When I was a child, my parents took me to the Grand Canyon.  I stood at the edge and looked over into the giant crevice.  It was beautiful.  It was stunning.  I insisted we leave immediately.  I knew we would have to leave eventually, we couldn’t stay here with this beauty for ever.   Every moment we stood there was laden with the understanding we would have to return to the dull, faceless place we came from.  Let’s skip the waiting and get on with it then.  No point in taking too much time with something that must be taken away.

I wish he would hurry up and leave, I don’t know how much longer I can stand knowing he will leave me some day.  He should just go now.

Shortly after we starting sleeping together, I found myself awake next to him.  His back was against my chest, my head resting on his shoulder.  Light from somewhere played in the blond hairs of his forearm.  I rejoiced in how they lay in a smooth, uniform pattern, rising away from his skin and grasping the light.  He woke, looked at me through unfocused eyes.  He smiled, kissed my forehead and stumbled to the bathroom.

He’s asleep now, sprawled on the mattress like a body dropped from many floor above;   one arm flung across a pillow, his wild mane of blond hair splashed across another.  He’s beautiful, this one.  I marvel at him every time I touch him.  His shoulders, his back, his ass, his legs.  He exceeds what I could have dreamed so he can’t be something from my imagination.  He doesn’t seem to care that I stare at him.  I don’t think he knows how much that I do.

The air conditioner drones in the background.  The vinyl of my chair sticks to my legs and back.  When I shift, the vinyl is cold from the refrigerated air.  The light from the television jumps back and forth across his body.  I sit, and stare.  I should smoke, I think.  It would make for a more dramatic scene.

I love this one, too.  I love him madly, deeply, crazily.  He never leaves my mind, he’s always there on the fringes, his touch influencing each of my thoughts.  I lay next to him and run my hand across his skin, feeling the texture of skin and hair and time and I want to crawl inside of him.  I want to take our bodies and merge them into a single body, where I can float from his heart to his head and experience what it is to be part of him.  When I think of him leaving, something just below my sternum starts to ache and I begin to have trouble breathing.  And, yet, still, I know he will leave.  And it will be bad.  It will be terrible.

I want him to go now.  I want him to leave and have it done with.  I cannot wait a week, I cannot wait a year, I cannot wait ten years or even a lifetime with him.  Because every moment of that week, of that year, of that lifetime will be filled with the terrible knowledge that he will indeed leave and then there will be only the void where he was. 

Sitting on a bus, I turned to him and looked for a good, long time.  When he turned to me, I asked him if he loved me.  He smiled, put his hands on either side of my head, and kissed my forehead.  All the while he said nothing.
It’s late.  So late that the sound of traffic outside has stopped.  There are no footsteps of other guests passing on the walkway outside the room.  Only the air conditioner and his occasional snore.

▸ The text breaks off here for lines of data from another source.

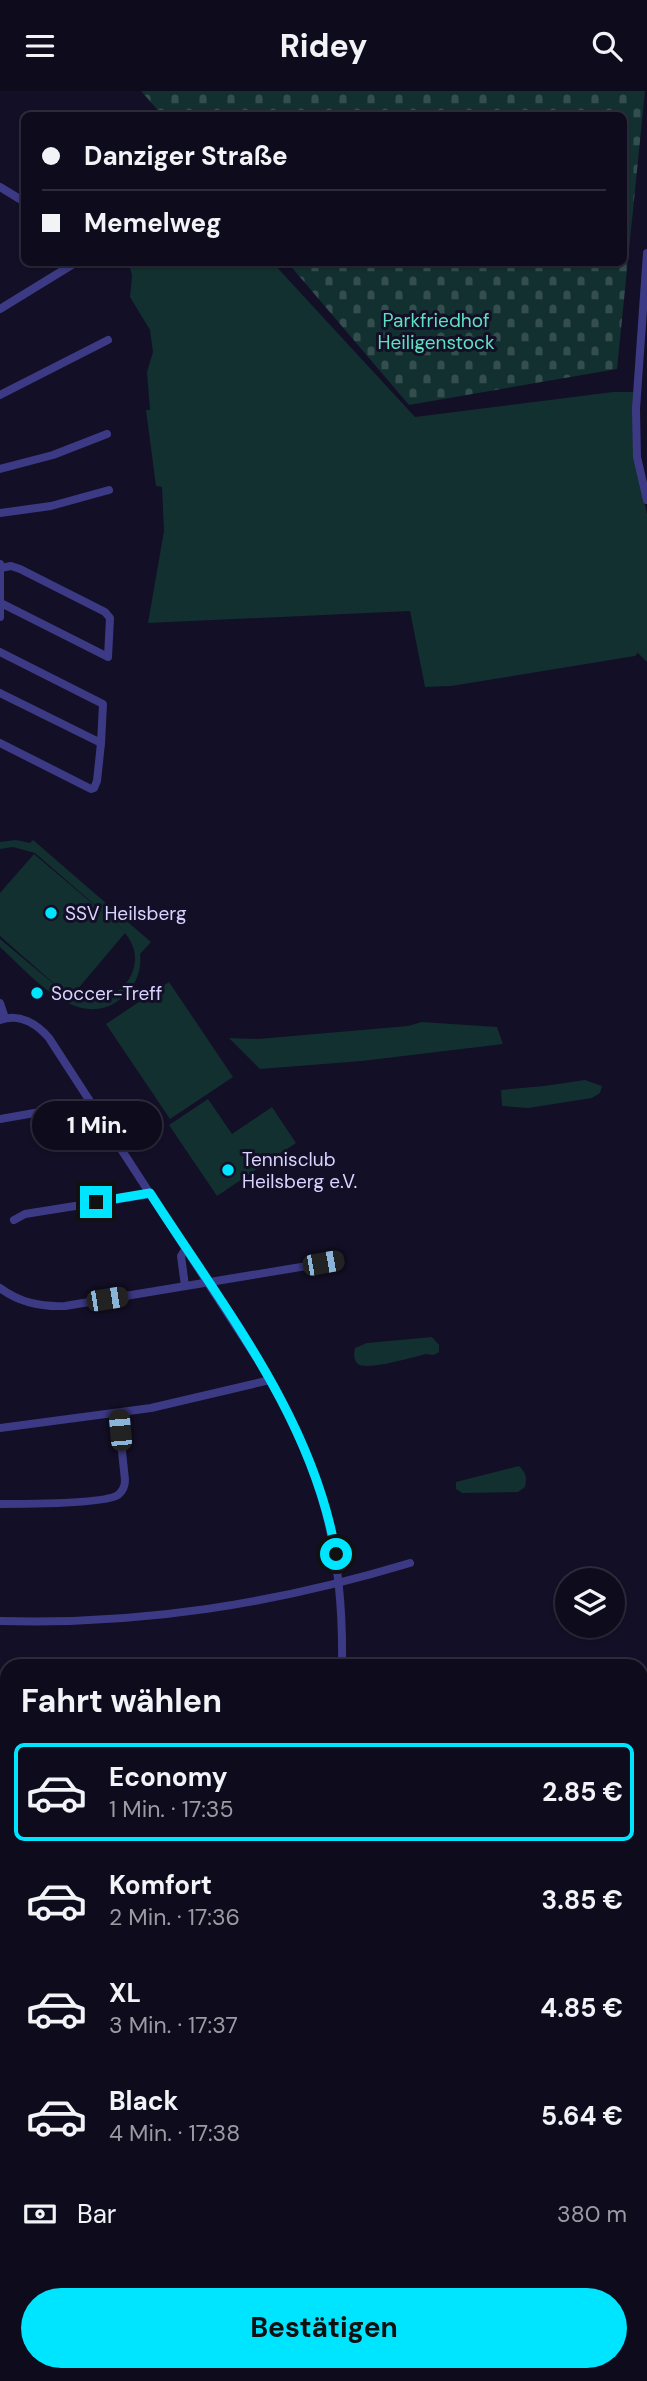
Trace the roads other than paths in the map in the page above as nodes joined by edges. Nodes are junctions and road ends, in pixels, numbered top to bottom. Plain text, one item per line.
1 (0, 187) edge
2 (21, 200) edge
3 (647, 253) edge
4 (70, 266) edge
5 (0, 309) edge
6 (108, 340) dead end
7 (0, 395) edge
8 (107, 434) dead end
9 (0, 469) edge
10 (109, 490) dead end
11 (647, 500) edge
12 (0, 513) edge
13 (0, 566) edge
14 (1, 603) edge
15 (0, 617) edge
16 (0, 652) edge
17 (0, 693) edge
18 (0, 743) edge
19 (101, 743) junction
20 (0, 1003) edge
21 (2, 1019) edge
22 (40, 1112) dead end
23 (0, 1119) edge
24 (150, 1193) junction
25 (14, 1220) dead end
26 (186, 1248) junction
27 (337, 1261) dead end
28 (208, 1282) junction
29 (186, 1286) junction
30 (3, 1290) edge
31 (0, 1301) edge
32 (270, 1380) junction
33 (118, 1413) junction
34 (0, 1428) edge
35 (0, 1504) edge
36 (410, 1563) dead end
37 (340, 1583) junction
38 (0, 1621) edge
39 (342, 1659) edge

1 - 2 street
3 - 11 street
4 - 5 street
6 - 7 street
8 - 9 street
10 - 12 street
13 - 14 street
13 - 14 street
14 - 15 street
16 - 19 street
17 - 19 street
18 - 19 street
20 - 21 street
21 - 24 street
22 - 23 street
24 - 25 street
24 - 26 street
26 - 28 street
26 - 29 street
27 - 28 street
28 - 29 street
28 - 32 street
29 - 30 street
30 - 31 street
32 - 33 street
32 - 37 street
33 - 34 street
33 - 35 street
36 - 37 street
37 - 38 street
37 - 39 street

I get up, stand next to the bed for a moment, and then lie next to him.  Without waking, he adjust and curls into the welcoming form of my body.  I lightly run my fingers over the path of hair that leads from his stomach to his chest.  Oh, I love this one. 

I close my eyes and breath the warmth of his body.  I feel the rise and fall of his breathing.  It is safe and joyous here.  I feel the exhaustion of the day, the exhaustion of my affection, rise over me and I fall asleep.

Was it a car horn, a door slamming or something else that wakes me?  The sun is slanting through the blinds and the room is too warm.  The air conditioner has stopped.  And he is gone.  I lay in the bed alone with only pillows to mark where he was.

There it is.  He’s gone.  Better now than later.  My sternum starts to ache and the sadness rolls over me. What do I do now?

His things are still here – there his brush by the sink, the suitcase open by the dresser.  He is forgetful and he has left them.  In his rush to leave, his desire to leave without waking me or fighting, he left all this behind.  I pick up the brush and run my fingers over the bristles; some of his hair is still caught between them.  Then this is what it will be, this souvenir of this person that I loved.  This is what I will have to remember his presence.

I walk to the door and open it, the spotlight of sunshine knocks me back into the room.  I look out.  I hear a shout and look down.  There he is in the pool, waving up at me.  He dives under the water and slides along the bottom of the pool in a silent arc.